Recent thermodynamic results from lattice QCD analyzed within a quasi-particle model

TL;DR

This paper analyzes recent lattice QCD results at high temperature using a quasi-particle model, highlighting differences in thermodynamic behavior and their implications for transport properties.

Contribution

It introduces a quasi-particle model to interpret recent lattice QCD results, examining discrepancies and their effects on thermodynamic and transport properties of QCD matter.

Findings

Recent lattice results show a slower increase in energy density.

Discrepancies affect predictions of shear and bulk viscosities.

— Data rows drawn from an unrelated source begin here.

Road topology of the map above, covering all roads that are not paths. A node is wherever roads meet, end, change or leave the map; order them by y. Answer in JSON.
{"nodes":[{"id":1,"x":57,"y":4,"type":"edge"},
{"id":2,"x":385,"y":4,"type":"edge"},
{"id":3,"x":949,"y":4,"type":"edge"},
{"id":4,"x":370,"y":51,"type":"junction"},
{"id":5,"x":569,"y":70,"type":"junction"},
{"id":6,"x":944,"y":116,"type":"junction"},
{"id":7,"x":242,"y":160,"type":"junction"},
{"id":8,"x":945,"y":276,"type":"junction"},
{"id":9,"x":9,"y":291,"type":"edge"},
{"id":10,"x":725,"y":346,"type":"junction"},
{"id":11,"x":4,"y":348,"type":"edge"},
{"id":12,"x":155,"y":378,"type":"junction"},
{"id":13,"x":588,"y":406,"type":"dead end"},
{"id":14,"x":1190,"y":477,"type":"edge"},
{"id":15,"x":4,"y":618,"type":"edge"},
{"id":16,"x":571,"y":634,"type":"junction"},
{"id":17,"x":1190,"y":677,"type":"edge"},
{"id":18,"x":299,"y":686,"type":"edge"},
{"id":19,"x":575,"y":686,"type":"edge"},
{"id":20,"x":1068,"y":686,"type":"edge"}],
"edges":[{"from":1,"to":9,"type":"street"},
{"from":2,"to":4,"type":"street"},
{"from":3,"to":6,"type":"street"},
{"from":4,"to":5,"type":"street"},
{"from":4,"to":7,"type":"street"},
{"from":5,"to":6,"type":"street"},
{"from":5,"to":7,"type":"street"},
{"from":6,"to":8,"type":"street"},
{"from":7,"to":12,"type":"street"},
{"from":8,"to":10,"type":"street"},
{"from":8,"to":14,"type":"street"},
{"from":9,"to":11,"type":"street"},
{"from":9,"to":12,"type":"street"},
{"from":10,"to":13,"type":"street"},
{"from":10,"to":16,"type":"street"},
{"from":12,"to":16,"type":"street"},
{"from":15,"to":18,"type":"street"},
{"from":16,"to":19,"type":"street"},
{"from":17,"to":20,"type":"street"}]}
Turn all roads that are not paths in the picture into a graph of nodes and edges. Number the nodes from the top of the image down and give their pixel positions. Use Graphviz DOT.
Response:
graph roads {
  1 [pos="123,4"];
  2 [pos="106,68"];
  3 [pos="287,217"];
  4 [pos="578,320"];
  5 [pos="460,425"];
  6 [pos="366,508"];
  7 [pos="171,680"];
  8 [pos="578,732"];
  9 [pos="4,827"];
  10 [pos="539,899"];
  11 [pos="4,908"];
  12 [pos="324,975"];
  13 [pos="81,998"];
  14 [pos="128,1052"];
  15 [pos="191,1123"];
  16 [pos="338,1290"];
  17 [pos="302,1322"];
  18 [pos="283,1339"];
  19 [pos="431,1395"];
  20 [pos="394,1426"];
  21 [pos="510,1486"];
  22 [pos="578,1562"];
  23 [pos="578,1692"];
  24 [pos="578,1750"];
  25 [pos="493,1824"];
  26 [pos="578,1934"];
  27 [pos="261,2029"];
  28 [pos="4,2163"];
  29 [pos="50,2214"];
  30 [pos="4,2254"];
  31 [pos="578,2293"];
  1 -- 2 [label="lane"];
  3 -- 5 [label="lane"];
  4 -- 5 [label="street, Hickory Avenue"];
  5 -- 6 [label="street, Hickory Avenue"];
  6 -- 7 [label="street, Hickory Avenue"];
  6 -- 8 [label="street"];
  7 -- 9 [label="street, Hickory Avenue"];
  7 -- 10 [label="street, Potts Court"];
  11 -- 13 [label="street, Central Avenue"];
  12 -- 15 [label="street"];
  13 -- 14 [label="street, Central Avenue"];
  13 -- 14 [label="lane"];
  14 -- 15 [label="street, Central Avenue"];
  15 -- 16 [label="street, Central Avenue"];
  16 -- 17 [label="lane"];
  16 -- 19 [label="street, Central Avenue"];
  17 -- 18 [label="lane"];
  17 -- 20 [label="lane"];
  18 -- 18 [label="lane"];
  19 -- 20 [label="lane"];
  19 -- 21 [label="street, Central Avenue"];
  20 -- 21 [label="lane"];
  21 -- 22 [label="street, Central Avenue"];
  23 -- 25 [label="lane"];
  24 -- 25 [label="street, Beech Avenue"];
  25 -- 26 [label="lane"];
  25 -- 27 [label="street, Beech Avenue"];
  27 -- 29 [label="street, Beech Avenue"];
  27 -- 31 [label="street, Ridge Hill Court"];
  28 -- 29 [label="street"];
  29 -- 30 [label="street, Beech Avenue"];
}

The quasi-particle model accounts for differences in trace anomaly.

Abstract

The thermodynamic behavior of QCD matter at high temperature is currently studied by lattice QCD theory. The main features are the fast rise of the energy density $\epsilon$ around the critical temperature $T_c$ and the large trace anomaly of the energy momentum tensor $< \Theta_\mu^\mu >=\epsilon - 3 P$ which hints at a strongly interacting system. Such features can be accounted for by employing a massive quasi-particle model with a temperature-dependent bag constant. Recent lattice QCD calculations with physical quark masses by the Wuppertal-Budapest group have shown a slower increase of $\epsilon$ and a smaller $<\Theta_\mu^\mu>$ peak with respect to previous results from the hotQCD collaboration. We investigate the implications of such differences from the point of view of a quasi-particle model, also discussing light and strange quark number susceptibilities. Furthermore, we predict the impact of these discrepancies on the temperature-dependence of the transport properties of matter, like the shear and bulk viscosities.